YOUR ASSIGNMENT: Find the line containing "Which roads connect" in the data below and repeat it, along with all later lines, exactly through the last one.
(SUPPLIED MATERIAL Opens)
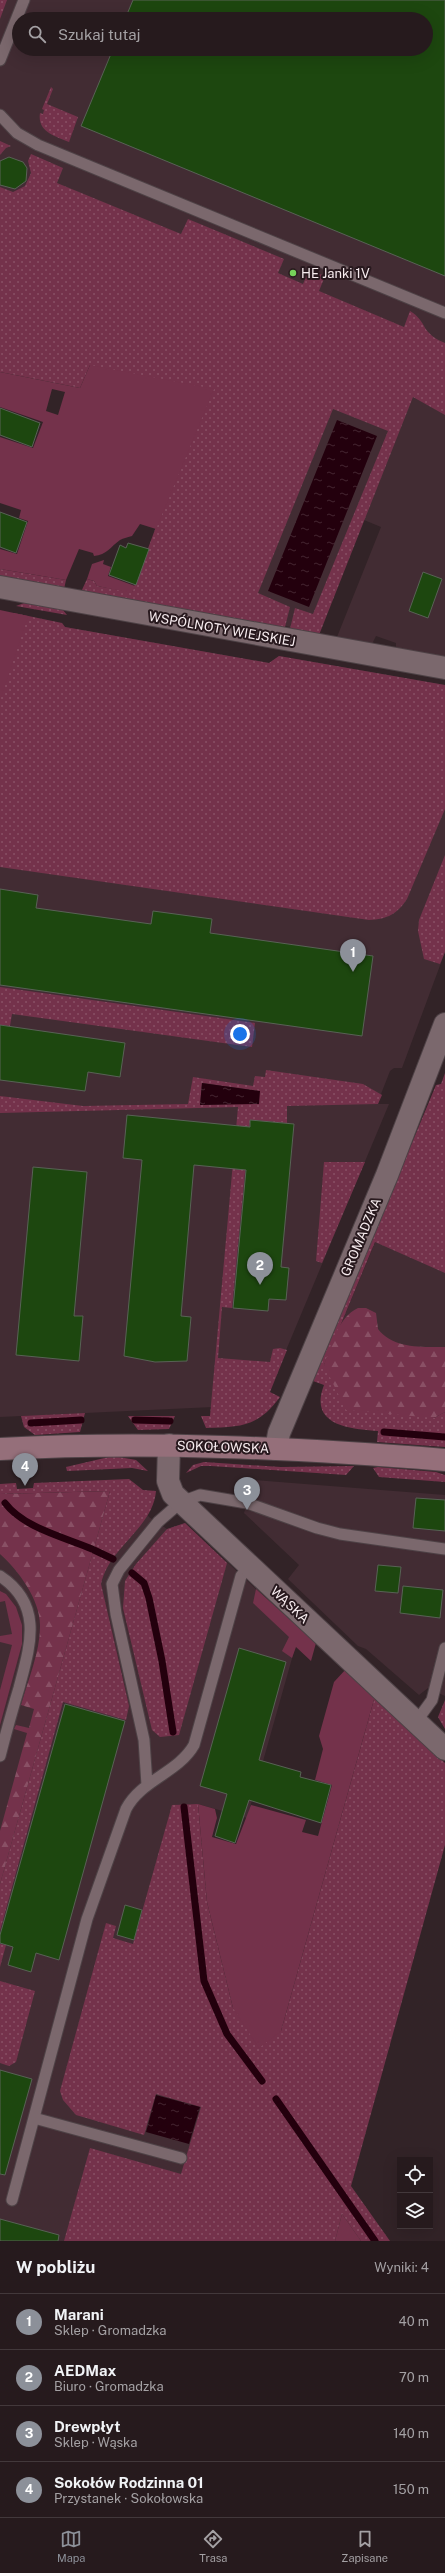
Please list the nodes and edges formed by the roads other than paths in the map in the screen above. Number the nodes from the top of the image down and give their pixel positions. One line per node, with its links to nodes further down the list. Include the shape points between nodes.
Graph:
1 (24, 0): 2 (lane)
2 (19, 12)
3 (12, 30): 4 (lane)
4 (0, 60)
5 (0, 115): 6 (lane, via 18,133 38,145)
6 (445, 314)
7 (0, 587): 8 (street, WSPÓLNOTY WIEJSKIEJ)
8 (445, 668)
9 (445, 1024): 12 (street, GROMADZKA, via 387,1176 279,1433)
10 (169, 1445): 11 (street, SOKOŁOWSKA, via 98,1444); 12 (street, SOKOŁOWSKA); 14 (street, WĄSKA, via 168,1485)
11 (0, 1449)
12 (276, 1449): 13 (street, SOKOŁOWSKA)
13 (445, 1460)
14 (181, 1502): 15 (lane, via 200,1495 247,1503 340,1534); 16 (street, WĄSKA); 23 (lane, via 158,1522 119,1570 112,1588 144,1740)
15 (445, 1549)
16 (249, 1567): 19 (street, WĄSKA); 23 (lane, via 241,1576 194,1745 180,1761)
17 (0, 1576): 20 (lane, via 9,1582 23,1600 31,1624 29,1649)
18 (445, 1648): 19 (lane, via 432,1700)
19 (416, 1722): 21 (street, WĄSKA)
20 (2, 1743): 22 (lane)
21 (445, 1749)
22 (0, 1756)
23 (147, 1785): 24 (lane, via 134,1796 126,1809 87,1919)
24 (34, 2118): 25 (lane); 26 (lane)
25 (181, 2158)
26 (12, 2200)

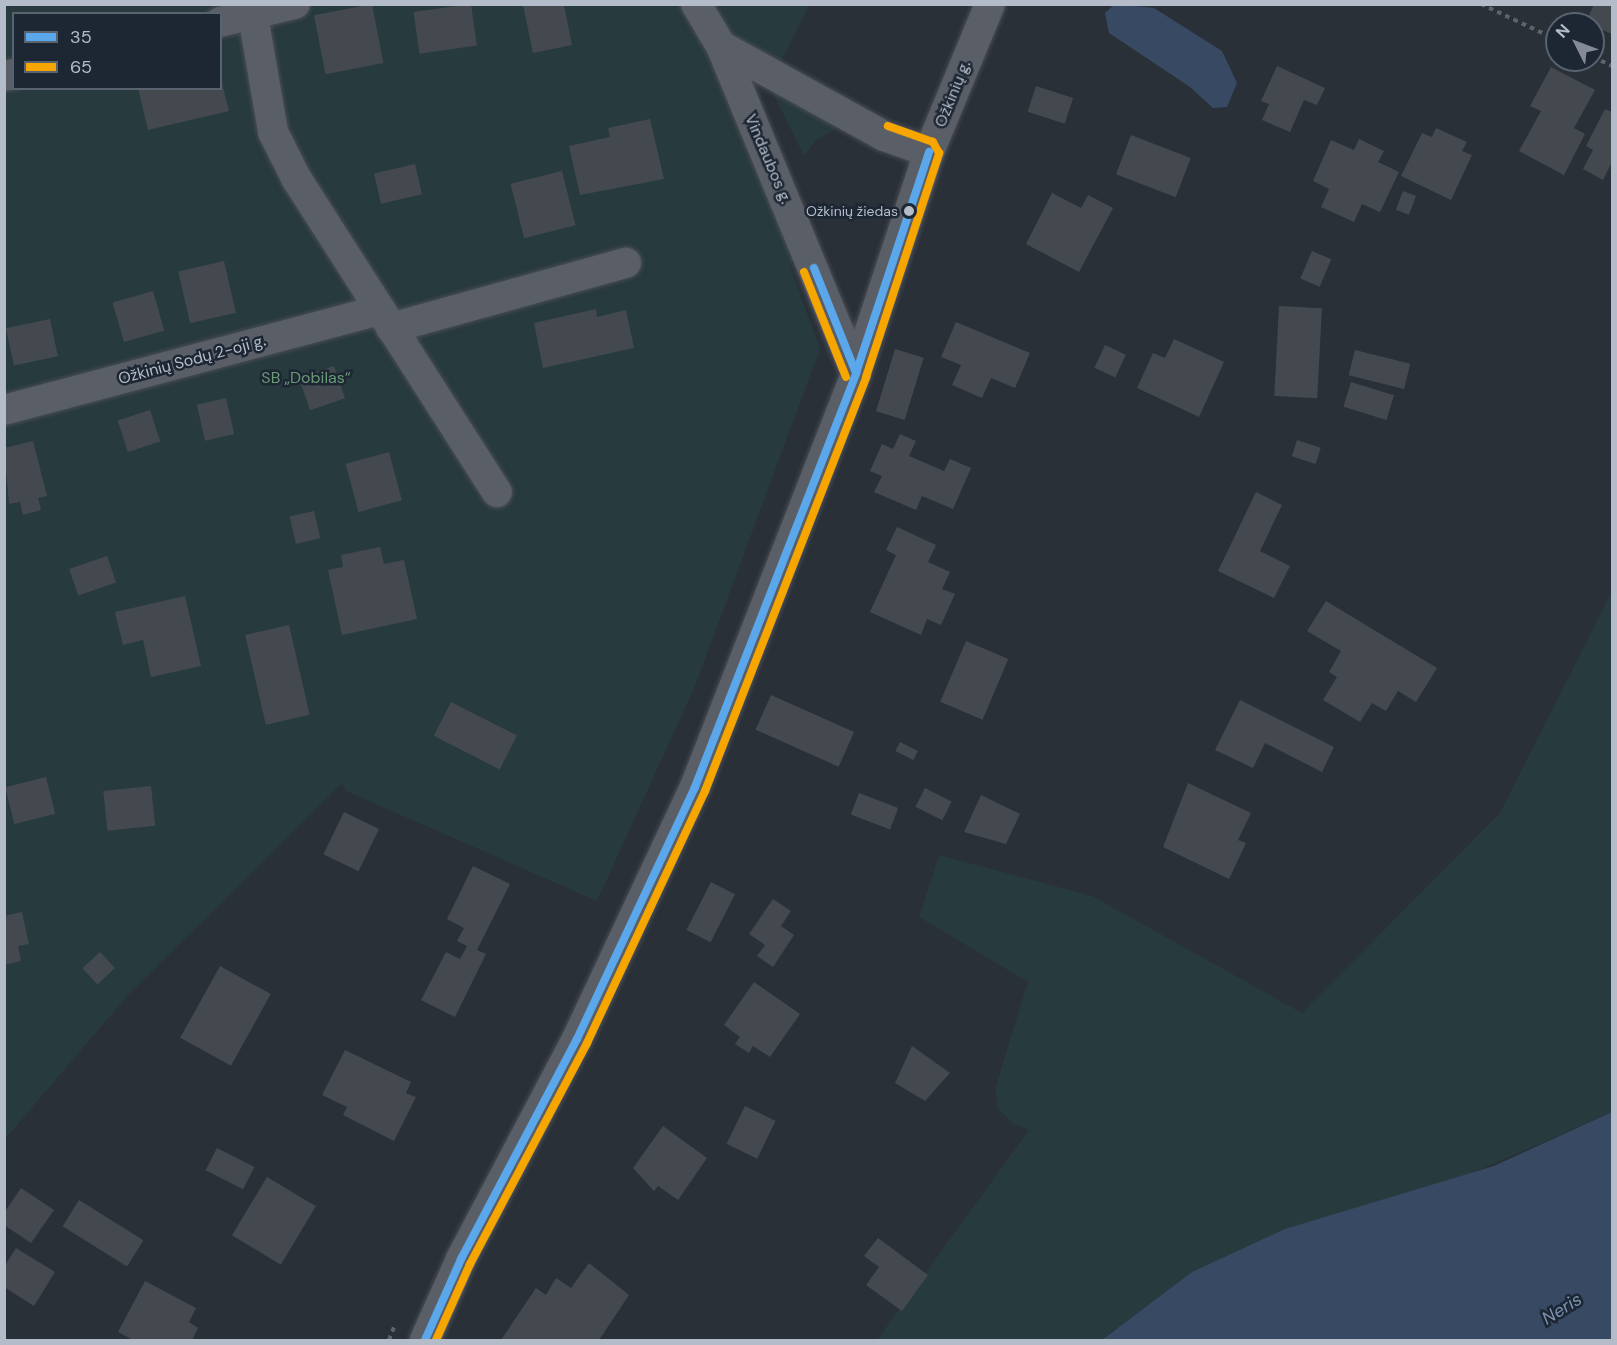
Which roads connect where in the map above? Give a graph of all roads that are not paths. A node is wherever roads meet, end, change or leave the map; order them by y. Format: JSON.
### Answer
{"nodes":[{"id":1,"x":296,"y":4,"type":"edge"},
{"id":2,"x":696,"y":4,"type":"edge"},
{"id":3,"x":990,"y":4,"type":"edge"},
{"id":4,"x":252,"y":10,"type":"edge"},
{"id":5,"x":222,"y":21,"type":"edge"},
{"id":6,"x":721,"y":46,"type":"junction"},
{"id":7,"x":929,"y":152,"type":"junction"},
{"id":8,"x":626,"y":263,"type":"dead end"},
{"id":9,"x":385,"y":319,"type":"junction"},
{"id":10,"x":856,"y":373,"type":"junction"},
{"id":11,"x":4,"y":410,"type":"edge"},
{"id":12,"x":497,"y":492,"type":"dead end"},
{"id":13,"x":425,"y":1341,"type":"edge"}],
"edges":[{"from":1,"to":4,"type":"street"},
{"from":2,"to":6,"type":"street","name":"Vindaubos g."},
{"from":3,"to":7,"type":"street","name":"Ožkinių g."},
{"from":4,"to":5,"type":"street"},
{"from":4,"to":9,"type":"street"},
{"from":6,"to":7,"type":"street"},
{"from":6,"to":10,"type":"street","name":"Vindaubos g."},
{"from":7,"to":10,"type":"street","name":"Ožkinių g."},
{"from":8,"to":9,"type":"street","name":"Ožkinių Sodų 2-oji g."},
{"from":9,"to":11,"type":"street","name":"Ožkinių Sodų 2-oji g."},
{"from":9,"to":12,"type":"street"},
{"from":10,"to":13,"type":"street","name":"Ožkinių g."}]}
(SUPPLIED MATERIAL Closes)
WRITTEN SOLUTION:
Which roads connect where in the map above? Give a graph of all roads that are not paths. A node is wherever roads meet, end, change or leave the map; order them by y. Format: JSON.
### Answer
{"nodes":[{"id":1,"x":296,"y":4,"type":"edge"},
{"id":2,"x":696,"y":4,"type":"edge"},
{"id":3,"x":990,"y":4,"type":"edge"},
{"id":4,"x":252,"y":10,"type":"edge"},
{"id":5,"x":222,"y":21,"type":"edge"},
{"id":6,"x":721,"y":46,"type":"junction"},
{"id":7,"x":929,"y":152,"type":"junction"},
{"id":8,"x":626,"y":263,"type":"dead end"},
{"id":9,"x":385,"y":319,"type":"junction"},
{"id":10,"x":856,"y":373,"type":"junction"},
{"id":11,"x":4,"y":410,"type":"edge"},
{"id":12,"x":497,"y":492,"type":"dead end"},
{"id":13,"x":425,"y":1341,"type":"edge"}],
"edges":[{"from":1,"to":4,"type":"street"},
{"from":2,"to":6,"type":"street","name":"Vindaubos g."},
{"from":3,"to":7,"type":"street","name":"Ožkinių g."},
{"from":4,"to":5,"type":"street"},
{"from":4,"to":9,"type":"street"},
{"from":6,"to":7,"type":"street"},
{"from":6,"to":10,"type":"street","name":"Vindaubos g."},
{"from":7,"to":10,"type":"street","name":"Ožkinių g."},
{"from":8,"to":9,"type":"street","name":"Ožkinių Sodų 2-oji g."},
{"from":9,"to":11,"type":"street","name":"Ožkinių Sodų 2-oji g."},
{"from":9,"to":12,"type":"street"},
{"from":10,"to":13,"type":"street","name":"Ožkinių g."}]}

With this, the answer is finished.